FIG. 1 is a longitudinal sectional view showing a first embodiment of the present invention, FIG. 2 is a plan sectional view showing the same embodiment, FIG. 3 is a longitudinal sectional view showing a phase adjustment device of the same embodiment, and FIG.
The figure is a characteristic diagram showing the operation of the same embodiment, FIG. 5 is a characteristic diagram showing the operation when the opening time of the intake passage and the exhaust passage are different in the same embodiment, and FIG.

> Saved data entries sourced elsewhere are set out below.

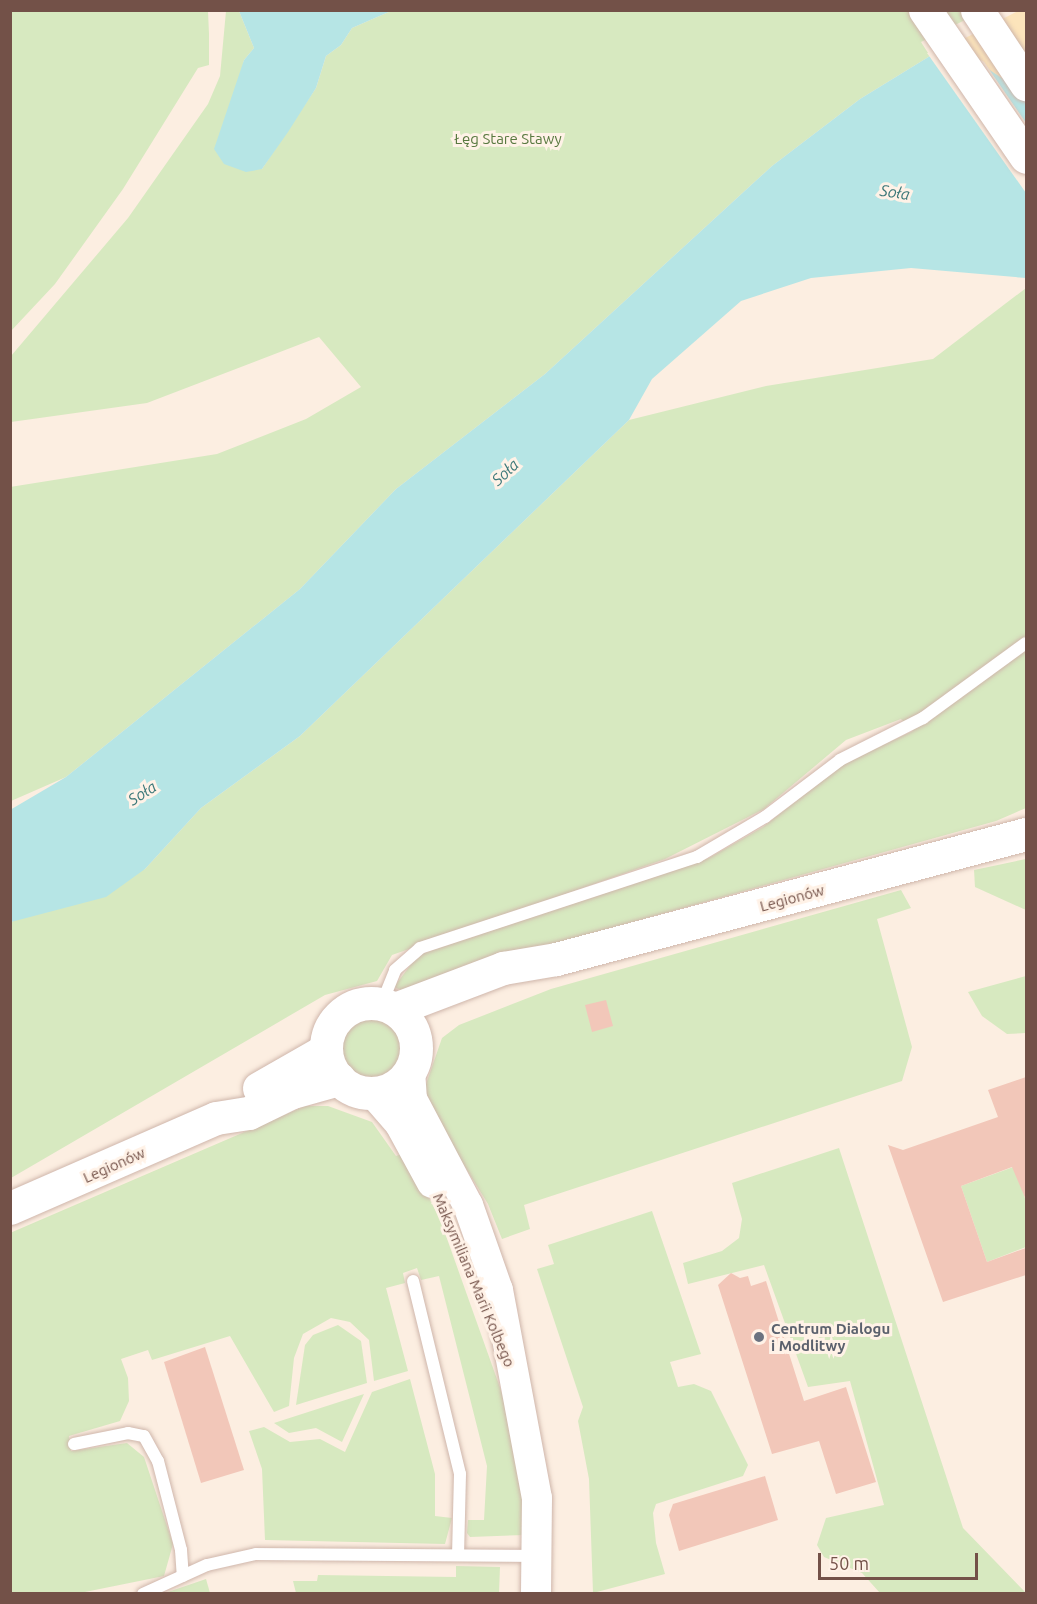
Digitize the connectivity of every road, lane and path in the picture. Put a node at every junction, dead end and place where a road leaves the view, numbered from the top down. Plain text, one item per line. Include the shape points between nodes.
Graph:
1 (926, 10) edge
2 (977, 10) edge
3 (1026, 84) edge
4 (1026, 157) edge
5 (1026, 643) edge
6 (1026, 834) edge
7 (556, 959) junction
8 (389, 1006) junction
9 (413, 1058) junction
10 (332, 1065) junction
11 (373, 1093) junction
12 (10, 1208) edge
13 (413, 1281) dead end
14 (515, 1378) junction
15 (74, 1444) dead end
16 (458, 1554) junction
17 (538, 1556) junction
18 (183, 1576) junction
19 (145, 1593) edge
20 (536, 1593) edge

1 - 4 main road
2 - 3 main road
5 - 8 lane via 923,718 840,760 765,817 698,857 420,948 395,970
6 - 7 main road, Legionów
7 - 8 main road, Legionów via 503,968
7 - 9 main road, Legionów via 440,1016
8 - 9 main road via 406,1019
8 - 10 main road via 354,1005 342,1013 327,1036
9 - 11 main road via 401,1082
9 - 14 street, Maksymiliana Marii Kolbego via 412,1099 468,1205 498,1290
10 - 11 main road
10 - 12 main road, Legionów via 292,1092 249,1113 216,1118
11 - 14 street, Maksymiliana Marii Kolbego via 400,1124 447,1211
13 - 16 lane via 460,1474
14 - 17 street, Maksymiliana Marii Kolbego via 536,1488
15 - 18 lane via 129,1433 144,1436 158,1461 181,1550
16 - 17 lane
16 - 18 lane via 256,1554
17 - 20 street, Maksymiliana Marii Kolbego
18 - 19 lane

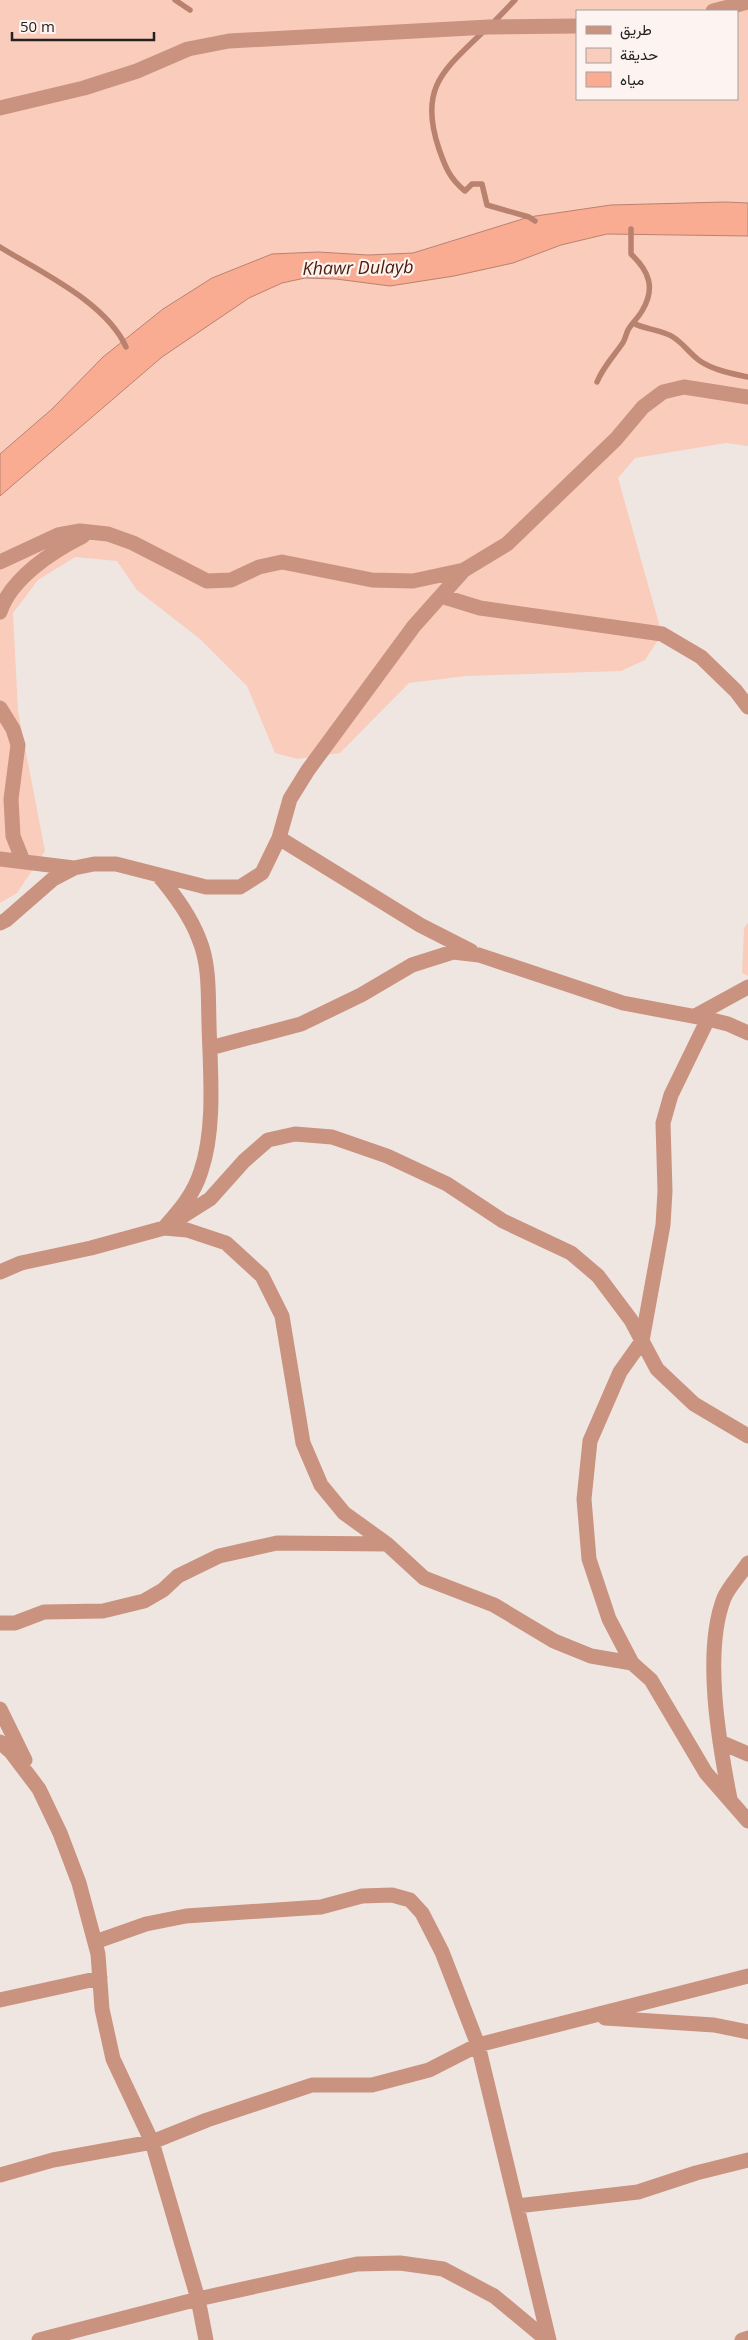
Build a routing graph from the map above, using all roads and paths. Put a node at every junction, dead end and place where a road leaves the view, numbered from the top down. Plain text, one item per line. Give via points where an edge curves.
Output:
1 (748, 2) edge
2 (717, 10) edge
3 (576, 26) edge
4 (0, 108) edge
5 (748, 397) edge
6 (90, 532) junction
7 (0, 562) edge
8 (464, 570) junction
9 (441, 596) junction
10 (0, 612) edge
11 (748, 707) edge
12 (0, 708) edge
13 (279, 838) junction
14 (0, 859) edge
15 (23, 861) junction
16 (74, 868) junction
17 (158, 875) junction
18 (0, 923) edge
19 (479, 955) junction
20 (748, 987) edge
21 (701, 1017) junction
22 (748, 1033) edge
23 (210, 1048) junction
24 (164, 1228) junction
25 (0, 1272) edge
26 (642, 1341) junction
27 (748, 1436) edge
28 (387, 1544) junction
29 (748, 1563) edge
30 (0, 1623) edge
31 (632, 1663) junction
32 (0, 1709) edge
33 (0, 1742) edge
34 (720, 1742) junction
35 (748, 1754) edge
36 (38, 1789) junction
37 (731, 1800) junction
38 (748, 1821) edge
39 (95, 1942) junction
40 (748, 1976) edge
41 (100, 1978) junction
42 (0, 2000) edge
43 (586, 2017) junction
44 (748, 2032) edge
45 (478, 2045) junction
46 (152, 2142) junction
47 (748, 2160) edge
48 (0, 2175) edge
49 (517, 2206) junction
50 (198, 2300) junction
51 (748, 2338) edge
52 (39, 2340) edge
53 (206, 2340) edge
54 (548, 2340) edge
55 (742, 2340) edge

1 - 2 street
3 - 4 street via 489,27 229,41 188,49 137,72 84,88
5 - 8 street via 684,387 663,392 643,407 616,438 507,544
6 - 7 street via 58,535
6 - 8 street via 108,534 133,543 207,581 231,580 259,567 282,562 372,580 413,581
6 - 10 street via 55,550 20,580
8 - 9 street
9 - 11 street via 480,608 662,634 701,657
9 - 13 street via 414,626 308,770 290,799
12 - 15 street via 13,729 18,745 11,799 13,836
13 - 17 street via 262,873 240,887 206,887
13 - 19 street via 420,925
14 - 15 street
15 - 16 street
16 - 17 street via 116,864
16 - 18 street via 52,879
17 - 23 street via 181,904 200,940 207,972
19 - 21 street via 623,1003
19 - 23 street via 453,952 412,966 301,1024
20 - 21 street
21 - 22 street
21 - 26 street via 663,1123 663,1225
23 - 24 street via 209,1132 201,1171 188,1200
24 - 25 street via 21,1263
24 - 26 street via 210,1199 268,1140 295,1134 332,1137 387,1156 447,1184 503,1221 571,1253 598,1276 631,1320
24 - 28 street via 186,1230 226,1243 262,1276 282,1316 303,1443 321,1485 344,1513
26 - 27 street via 657,1370 694,1404
26 - 31 street via 620,1372 590,1441 584,1499 589,1559 609,1619
28 - 30 street via 277,1543 219,1556 178,1576 144,1601 103,1611 44,1612 15,1623
28 - 31 street via 424,1578 494,1605 572,1649
29 - 34 street via 724,1597 714,1638
31 - 37 street via 651,1680 706,1773
32 - 36 street
33 - 36 street
34 - 35 street
34 - 37 street
36 - 39 street via 79,1882
37 - 38 street
39 - 41 street
39 - 45 street via 146,1924 186,1916 322,1907 362,1896 392,1895 410,1900 422,1914 442,1952
40 - 43 street
41 - 42 street
41 - 46 street via 102,2009 113,2059
43 - 44 street via 704,2024
43 - 45 street
45 - 46 street via 429,2070 372,2085 312,2085
45 - 49 street
46 - 48 street via 53,2160
46 - 50 street
47 - 49 street via 696,2172 638,2192
49 - 54 street
50 - 52 street
50 - 53 street
50 - 54 street via 357,2264 400,2262 443,2269 494,2296
51 - 55 street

FIG. 7 is a longitudinal sectional view showing the main part of the third embodiment, FIG. 8 is a longitudinal sectional view showing the fourth embodiment, and FIG. 9 is a longitudinal sectional view showing the fourth embodiment. FIG. 10 is a characteristic diagram showing the operation of a conventional example, and FIG. 11 is a characteristic diagram showing the operation of another conventional example. 17...Intake passage, 18...Exhaust passage, 21,
22... Timing valve, 23, 24... Vibrator, 27, 82... Drive device, 35... Valve control device, T1... Intake passage opening time, T2...
Exhaust passage opening time.

Claims (1)

[Scope of Claims] 1. An intake passage and an exhaust passage constituting a gas passage; a timing valve provided in at least one of the intake passage and the exhaust passage; a valve control device that controls the opening/closing timing of the timing valve so as to open only for a certain period of time corresponding to the natural frequency of the pressure pulsation; An engine that utilizes the inertia of gas and is equipped with a vibrator that vibrates gas at a frequency that matches the vibration frequency, and a drive device that drives the vibrator in accordance with the timing when the gas passage is opened. 2. The timing valve on the intake side is opened and closed such that the fixed opening time for opening the intake passage coincides with one period of the natural frequency of the pressure pulsation of the intake passage. engine using. 3. The timing valve on the exhaust side in a two-stroke engine is opened and closed such that a certain opening time for opening the exhaust passage coincides with one and a half periods of the natural frequency of pressure pulsation in the exhaust passage.
An engine that utilizes the inertia of a gas according to item 1 or 2.